### Problem description:
Present the count of lines in the entries below that hold "lane", and present nothing else.

- - -

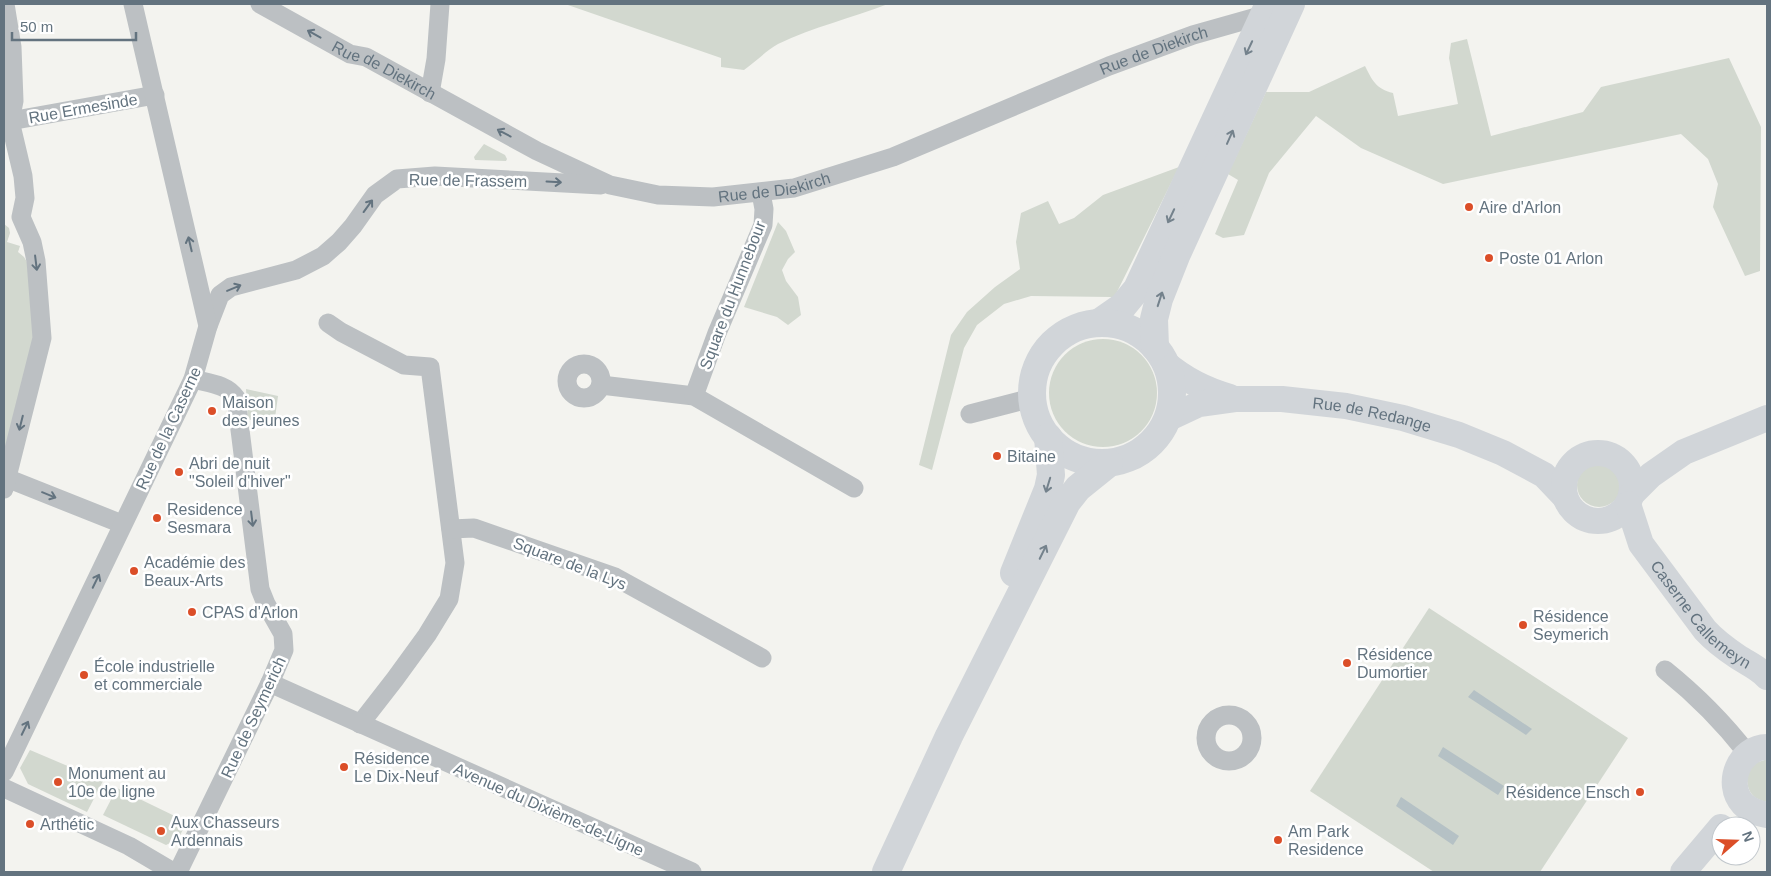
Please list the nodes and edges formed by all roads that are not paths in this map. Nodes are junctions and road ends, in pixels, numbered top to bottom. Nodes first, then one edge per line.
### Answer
1 (5, 4) edge
2 (133, 4) edge
3 (260, 4) edge
4 (440, 4) edge
5 (1284, 5) edge
6 (430, 94) junction
7 (155, 95) junction
8 (7, 118) edge
9 (538, 151) junction
10 (1201, 177) junction
11 (527, 180) junction
12 (610, 185) junction
13 (761, 193) junction
14 (12, 215) edge
15 (1100, 322) junction
16 (328, 323) dead end
17 (208, 326) junction
18 (1160, 355) junction
19 (193, 379) junction
20 (601, 384) dead end
21 (694, 396) junction
22 (1032, 398) junction
23 (1235, 398) junction
24 (970, 414) dead end
25 (1167, 418) junction
26 (1767, 418) edge
27 (1048, 437) junction
28 (1684, 452) junction
29 (1503, 453) junction
30 (1581, 457) junction
31 (1618, 459) junction
32 (1109, 463) junction
33 (5, 481) edge
34 (854, 488) dead end
35 (1564, 496) junction
36 (1630, 500) junction
37 (1604, 522) junction
38 (122, 524) junction
39 (451, 529) junction
40 (1641, 544) junction
41 (762, 658) dead end
42 (1665, 670) dead end
43 (1767, 677) edge
44 (270, 684) junction
45 (360, 724) junction
46 (949, 736) junction
47 (1757, 750) edge
48 (4, 772) edge
49 (4, 788) edge
50 (1743, 804) junction
51 (1732, 816) edge
52 (1767, 816) edge
53 (1711, 839) edge
54 (173, 872) edge
55 (178, 872) edge
56 (692, 872) edge
57 (886, 872) edge
58 (1683, 872) edge

1 - 8 street
2 - 7 street, Rue de la Caserne
6 -> 3 street, Rue de Diekirch
4 - 6 street
5 - 10 main road
5 - 13 street, Rue de Diekirch
9 -> 6 street, Rue de Diekirch
7 - 8 street, Rue Ermesinde
17 -> 7 street, Rue de la Caserne
8 - 14 street
9 - 11 street
9 - 12 street, Rue de Diekirch
10 -> 15 main road
18 -> 10 main road
11 -> 12 street, Rue de Frassem
17 -> 11 street, Rue de Frassem
12 - 13 street, Rue de Diekirch
13 - 21 street, Square du Hunnebour
14 -> 33 street
15 - 18 main road
15 - 22 main road
16 - 39 street
17 - 19 street, Rue de la Caserne
18 - 23 main road
18 - 25 main road
19 - 38 street, Rue de la Caserne
19 -> 44 street, Rue de Seymerich
20 - 21 street
21 - 34 street
22 - 24 street
22 - 27 main road
23 - 25 main road
23 - 29 main road, Rue de Redange
25 - 32 main road
26 - 28 main road
27 - 32 main road
27 -> 46 main road
28 - 31 main road
28 - 36 main road
29 - 30 main road, Rue de Redange
29 - 35 main road, Rue de Redange
30 - 31 main road
30 - 35 main road
31 - 36 main road
46 -> 32 main road
33 -> 38 street
35 - 37 main road
36 - 37 main road
36 - 40 main road
37 - 40 main road
48 -> 38 street, Rue de la Caserne
39 - 41 street, Square de la Lys
39 - 45 street
40 - 43 main road, Caserne Callemeyn
42 - 47 street
44 - 45 street, Avenue du Dixième-de-Ligne
44 - 55 street, Rue de Seymerich
45 - 56 street, Avenue du Dixième-de-Ligne
46 - 57 main road
47 - 50 main road
49 - 54 street
50 - 51 main road
50 - 52 main road
53 - 58 main road

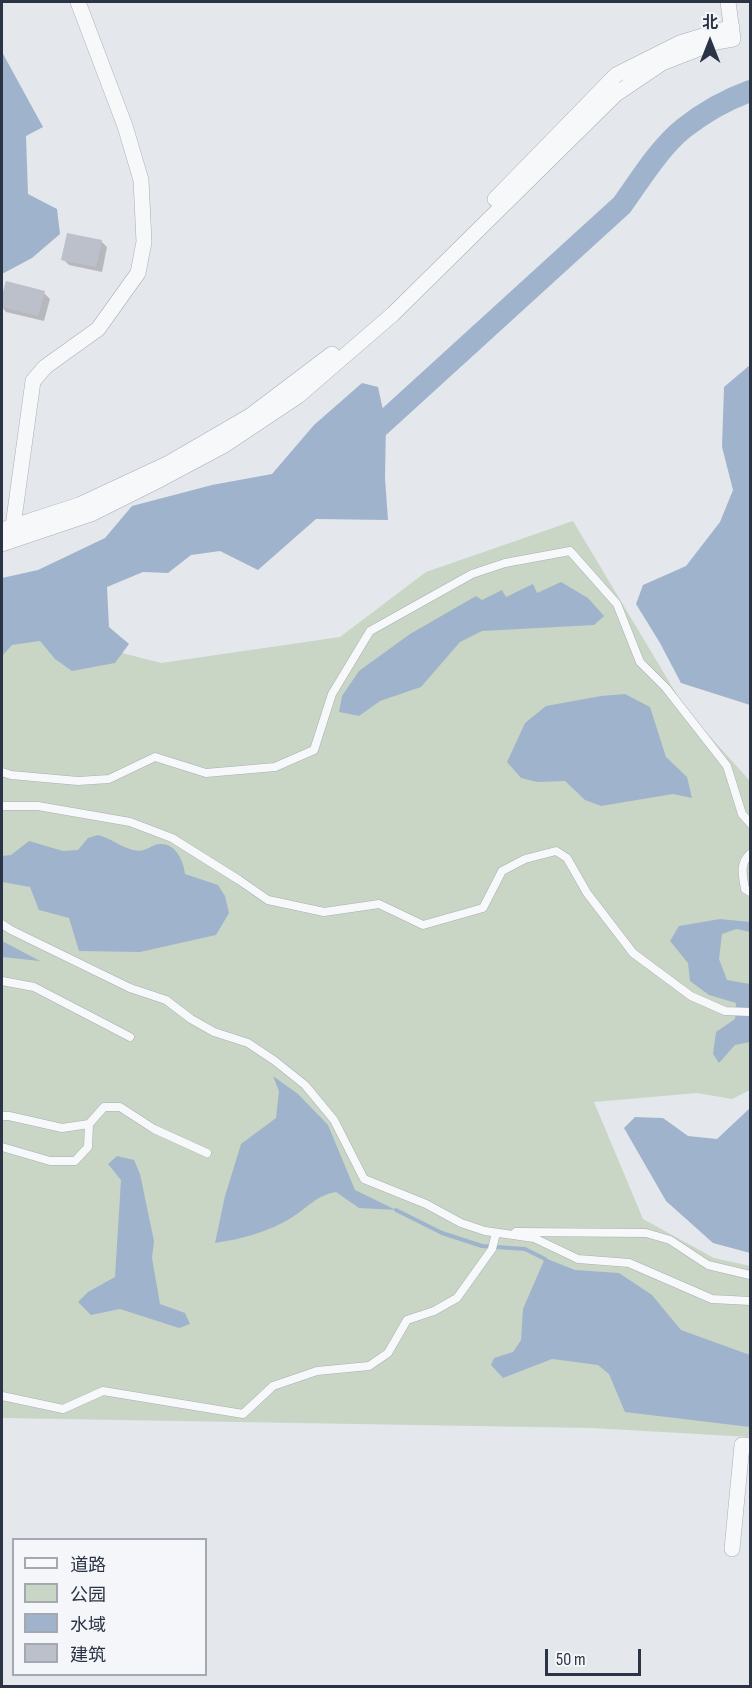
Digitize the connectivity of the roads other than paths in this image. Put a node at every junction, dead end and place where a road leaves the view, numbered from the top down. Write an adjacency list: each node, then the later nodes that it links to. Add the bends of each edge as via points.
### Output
1 (78, 2): 3 (street, via 141,180 144,242 138,273 98,328 45,367 33,381)
2 (728, 2): 3 (street, via 733,33 680,43 616,75 355,336 250,416 159,468)
3 (12, 531): 4 (street)
4 (2, 543)
5 (2, 771): 7 (lane, via 78,781 109,779 155,757 206,773 275,767 314,750 332,694 370,631 472,574 505,563 570,551 617,604 640,662 666,688 727,766 742,814)
6 (2, 806): 12 (lane, via 38,806 130,822 172,838 268,900 324,912 379,904 423,925 483,908 502,871 525,859 556,851 567,858 587,893 633,953 691,996 725,1011)
7 (750, 823)
8 (750, 854): 9 (lane, via 742,870 746,889)
9 (750, 891)
10 (2, 924): 18 (lane, via 130,988 166,1000 190,1020 214,1032 248,1043 305,1085 334,1120 364,1179 461,1223)
11 (2, 981): 13 (lane, via 34,987)
12 (750, 1012)
13 (130, 1037)
14 (2, 1116): 15 (lane, via 62,1128)
15 (89, 1124): 16 (lane, via 88,1148 75,1161 50,1161); 17 (lane, via 104,1107 120,1107 154,1130)
16 (2, 1147)
17 (207, 1153)
18 (496, 1233): 19 (lane, via 646,1233 670,1240 708,1265); 20 (lane, via 534,1238 578,1259 629,1263 712,1299); 21 (lane, via 492,1249 457,1298 407,1320 388,1353 369,1366 317,1371 273,1386 243,1414 103,1391 63,1409)
19 (750, 1275)
20 (750, 1301)
21 (2, 1396)
22 (750, 1446): 23 (street, via 742,1445)
23 (732, 1549)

- - -

### Result of this task:
8